Firavunun günahına giriyoruz

Mehmet GÖKTAŞ

Şu Kovid-19 belası karşısında bir takım insanlara bakıyorum da gavûrlukta Firavundan fersah fersah ilerdeler, Firavun bunların eline su dökemez.

Her şeyden önce Firavun başlarına gelen bütün belaların Allah’tan olduğunu biliyordu ve söz konusu bu belaları ancak Allah’ın kaldırabileceğine inanıyordu.

Kur’an’ın bize bildirdiğine göre Firavun ve adamları Hz. Musa’ya iman etmeyince ve özellikle İsrailoğullarını serbest bırakmayınca Allah Teala üzerlerine tufan gönderiyor, çekirge sürüleri gönderiyor, haşerat ve kurbağa gönderiyor, sularını kana çeviriyor. Azap üzerlerine çökünce; “Ey Musa, sana verdiği söz hürmetine Rabbine dua et! Eğer bizden bu belayı kaldırırsan söz veriyoruz sana iman edeceğiz ve İsrailoğullarını seninle birlikte salacağız. Ne zaman ki bu azapları kaldırdık ve belirli bir vakte kadar onlara mühlet verdik, sözlerinden caydılar...” (7/ 133-136)

Tevrat’ta bu olay daha detaylı bir şekilde anlatılıyor, söz konusu âfetlerin her biri için Firavun ve adamları Hz. Musa’ya gelip Rabbine dua etmesini istiyorlar.

Müslümanlar olarak bile bazen Firavunun günahına giriyoruz, en azından onu yanlış ve eksik tanıyoruz. Tamam, Firavun bir kâfirdir, zalimdir, despottur. Fakat Allah’ın varlığını birliğini kabul eden birisidir ve görüldüğü üzere Firavuna göre belaları gönderen de O’dur kaldıran da O’dur.

Diyeceksiniz ki; nasıl olur, Firavun kendisi ilahlık iddia eden birisi değil mi, “ben sizin yüce rabbinizim, benden başka bir ilahınızın olduğunu bilmiyorum. Hatta bizzat Hz. Musa’ya; eğer benden başka bir ilah edinirsen zindanlara atarım...” diyen birisi değil mi?

Evet bunları söyleyen odur, ilahlık ve rablık iddiasında bulunan odur. Fakat onun kastettiği; “Sizi yoktan ben yarattım, yeryüzünü ben yarattım, güneşi, ayı, yıldızları ben yarattım ve şu anda onları idare eden benim...” demiyor, öyle dese herkes güler buna.

Ya ne demek istiyor Firavun? “Burada benim dediğim olur, burada benim düdüğüm öter, söz benimdir, hüküm benimdir, kanun benimdir, doğru nedir, yanlış nedir ancak ben bilirim...” Onun ilahlıktan ve rablıktan maksadı budur.

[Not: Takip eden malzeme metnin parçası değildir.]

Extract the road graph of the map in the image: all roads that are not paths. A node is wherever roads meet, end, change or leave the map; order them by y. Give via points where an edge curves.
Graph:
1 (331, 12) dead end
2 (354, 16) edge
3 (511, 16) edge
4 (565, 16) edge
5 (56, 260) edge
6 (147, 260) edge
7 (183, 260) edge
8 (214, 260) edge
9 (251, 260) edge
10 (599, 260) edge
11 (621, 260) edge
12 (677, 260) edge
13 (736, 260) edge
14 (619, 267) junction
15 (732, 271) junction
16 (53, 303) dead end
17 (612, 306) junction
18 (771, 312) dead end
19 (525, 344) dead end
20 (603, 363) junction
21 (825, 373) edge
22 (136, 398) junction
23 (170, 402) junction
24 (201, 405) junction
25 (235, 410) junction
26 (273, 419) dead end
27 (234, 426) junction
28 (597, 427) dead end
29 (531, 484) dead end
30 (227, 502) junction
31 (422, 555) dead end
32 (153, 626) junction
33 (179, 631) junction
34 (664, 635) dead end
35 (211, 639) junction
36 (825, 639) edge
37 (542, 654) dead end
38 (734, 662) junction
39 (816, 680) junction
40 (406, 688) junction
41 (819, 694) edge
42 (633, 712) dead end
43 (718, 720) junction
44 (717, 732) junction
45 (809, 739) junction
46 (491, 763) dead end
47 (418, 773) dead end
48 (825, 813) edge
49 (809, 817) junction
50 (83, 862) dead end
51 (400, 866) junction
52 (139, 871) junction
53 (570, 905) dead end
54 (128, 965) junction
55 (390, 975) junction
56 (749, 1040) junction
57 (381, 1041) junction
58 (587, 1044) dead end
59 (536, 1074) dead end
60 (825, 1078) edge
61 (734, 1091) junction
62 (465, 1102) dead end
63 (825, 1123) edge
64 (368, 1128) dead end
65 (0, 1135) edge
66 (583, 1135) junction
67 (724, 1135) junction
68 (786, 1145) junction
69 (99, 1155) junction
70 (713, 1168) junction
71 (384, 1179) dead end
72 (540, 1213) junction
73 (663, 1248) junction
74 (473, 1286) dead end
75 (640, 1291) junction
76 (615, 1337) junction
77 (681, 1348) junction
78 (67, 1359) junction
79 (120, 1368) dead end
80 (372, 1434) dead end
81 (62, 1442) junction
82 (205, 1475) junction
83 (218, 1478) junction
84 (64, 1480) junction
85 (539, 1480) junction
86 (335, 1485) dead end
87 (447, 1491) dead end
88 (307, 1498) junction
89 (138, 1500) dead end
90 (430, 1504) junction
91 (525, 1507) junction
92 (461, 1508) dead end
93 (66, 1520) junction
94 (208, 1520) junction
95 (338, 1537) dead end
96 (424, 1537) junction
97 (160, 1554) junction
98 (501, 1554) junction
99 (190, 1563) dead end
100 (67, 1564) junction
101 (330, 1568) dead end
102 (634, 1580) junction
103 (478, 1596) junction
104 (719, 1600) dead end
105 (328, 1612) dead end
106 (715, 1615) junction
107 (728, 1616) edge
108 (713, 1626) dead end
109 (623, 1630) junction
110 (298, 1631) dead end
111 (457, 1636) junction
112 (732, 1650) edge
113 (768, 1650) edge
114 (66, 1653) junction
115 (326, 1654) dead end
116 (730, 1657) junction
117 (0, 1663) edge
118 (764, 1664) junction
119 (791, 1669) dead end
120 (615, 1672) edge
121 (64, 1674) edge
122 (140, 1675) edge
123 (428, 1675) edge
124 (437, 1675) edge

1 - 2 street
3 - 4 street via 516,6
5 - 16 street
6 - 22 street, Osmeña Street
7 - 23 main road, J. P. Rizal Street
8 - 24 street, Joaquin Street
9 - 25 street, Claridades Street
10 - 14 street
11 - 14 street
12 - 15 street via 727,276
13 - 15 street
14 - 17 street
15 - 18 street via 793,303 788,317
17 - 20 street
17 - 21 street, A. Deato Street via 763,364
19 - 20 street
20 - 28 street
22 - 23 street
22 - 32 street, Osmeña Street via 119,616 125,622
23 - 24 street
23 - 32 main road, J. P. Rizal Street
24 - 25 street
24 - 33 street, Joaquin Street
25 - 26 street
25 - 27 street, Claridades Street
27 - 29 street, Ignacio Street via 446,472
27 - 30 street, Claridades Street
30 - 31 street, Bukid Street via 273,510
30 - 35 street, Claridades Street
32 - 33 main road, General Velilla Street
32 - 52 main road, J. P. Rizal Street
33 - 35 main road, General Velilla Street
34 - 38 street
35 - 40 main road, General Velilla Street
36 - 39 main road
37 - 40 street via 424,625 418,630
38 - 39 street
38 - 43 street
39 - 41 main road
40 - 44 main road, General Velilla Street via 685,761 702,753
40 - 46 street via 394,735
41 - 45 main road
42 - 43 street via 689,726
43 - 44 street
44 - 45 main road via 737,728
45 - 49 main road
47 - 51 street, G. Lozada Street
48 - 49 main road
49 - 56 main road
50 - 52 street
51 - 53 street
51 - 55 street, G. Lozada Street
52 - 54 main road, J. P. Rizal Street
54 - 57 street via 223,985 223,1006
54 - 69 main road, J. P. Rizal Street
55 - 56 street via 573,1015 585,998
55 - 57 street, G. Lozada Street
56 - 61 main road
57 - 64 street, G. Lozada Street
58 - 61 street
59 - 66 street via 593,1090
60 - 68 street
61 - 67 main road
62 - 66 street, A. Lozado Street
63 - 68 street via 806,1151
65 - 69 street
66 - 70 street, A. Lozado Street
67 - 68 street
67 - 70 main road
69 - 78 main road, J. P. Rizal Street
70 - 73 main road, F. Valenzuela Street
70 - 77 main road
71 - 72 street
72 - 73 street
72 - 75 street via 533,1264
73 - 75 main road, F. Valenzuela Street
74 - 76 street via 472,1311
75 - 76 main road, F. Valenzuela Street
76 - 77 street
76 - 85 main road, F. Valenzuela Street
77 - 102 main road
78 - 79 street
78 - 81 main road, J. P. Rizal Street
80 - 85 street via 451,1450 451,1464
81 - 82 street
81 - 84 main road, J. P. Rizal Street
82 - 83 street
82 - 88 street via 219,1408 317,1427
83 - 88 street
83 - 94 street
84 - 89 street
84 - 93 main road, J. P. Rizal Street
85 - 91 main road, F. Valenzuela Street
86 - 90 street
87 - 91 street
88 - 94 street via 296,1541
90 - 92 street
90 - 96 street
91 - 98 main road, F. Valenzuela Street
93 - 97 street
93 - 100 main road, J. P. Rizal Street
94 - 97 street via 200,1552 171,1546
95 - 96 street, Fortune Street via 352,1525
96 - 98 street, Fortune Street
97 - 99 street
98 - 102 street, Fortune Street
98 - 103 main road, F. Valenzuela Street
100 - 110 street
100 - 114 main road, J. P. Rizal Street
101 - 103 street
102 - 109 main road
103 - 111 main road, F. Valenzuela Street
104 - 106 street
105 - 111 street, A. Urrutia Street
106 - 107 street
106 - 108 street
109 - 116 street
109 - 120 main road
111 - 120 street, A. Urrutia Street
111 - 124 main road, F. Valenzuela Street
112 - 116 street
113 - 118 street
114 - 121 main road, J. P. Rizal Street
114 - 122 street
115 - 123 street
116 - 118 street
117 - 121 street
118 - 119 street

Biz yine günümüzün gâvurlarına gelelim. Allah’a hiç inanmayanlar bir tarafa Allah’ın varlığını birliğini kabul ettiği halde O’nun hiç bir şeye karışmadığına, hiç bir bela ve felâketin O’ndan gelmediğine, dolayısıyla O’na yalvarmanın anlamsız olduğuna inananlara şahitsiniz öyle değil mi?

Daha da kötüsü, Allah’a yalvaranlara, dua edenlere dil uzatanları, alay edenleri gördükçe onları Firavunla kıyaslamak içimden geldi, siz de kıyaslayın, görün bakalım gâvurlukta hangileri daha ileride.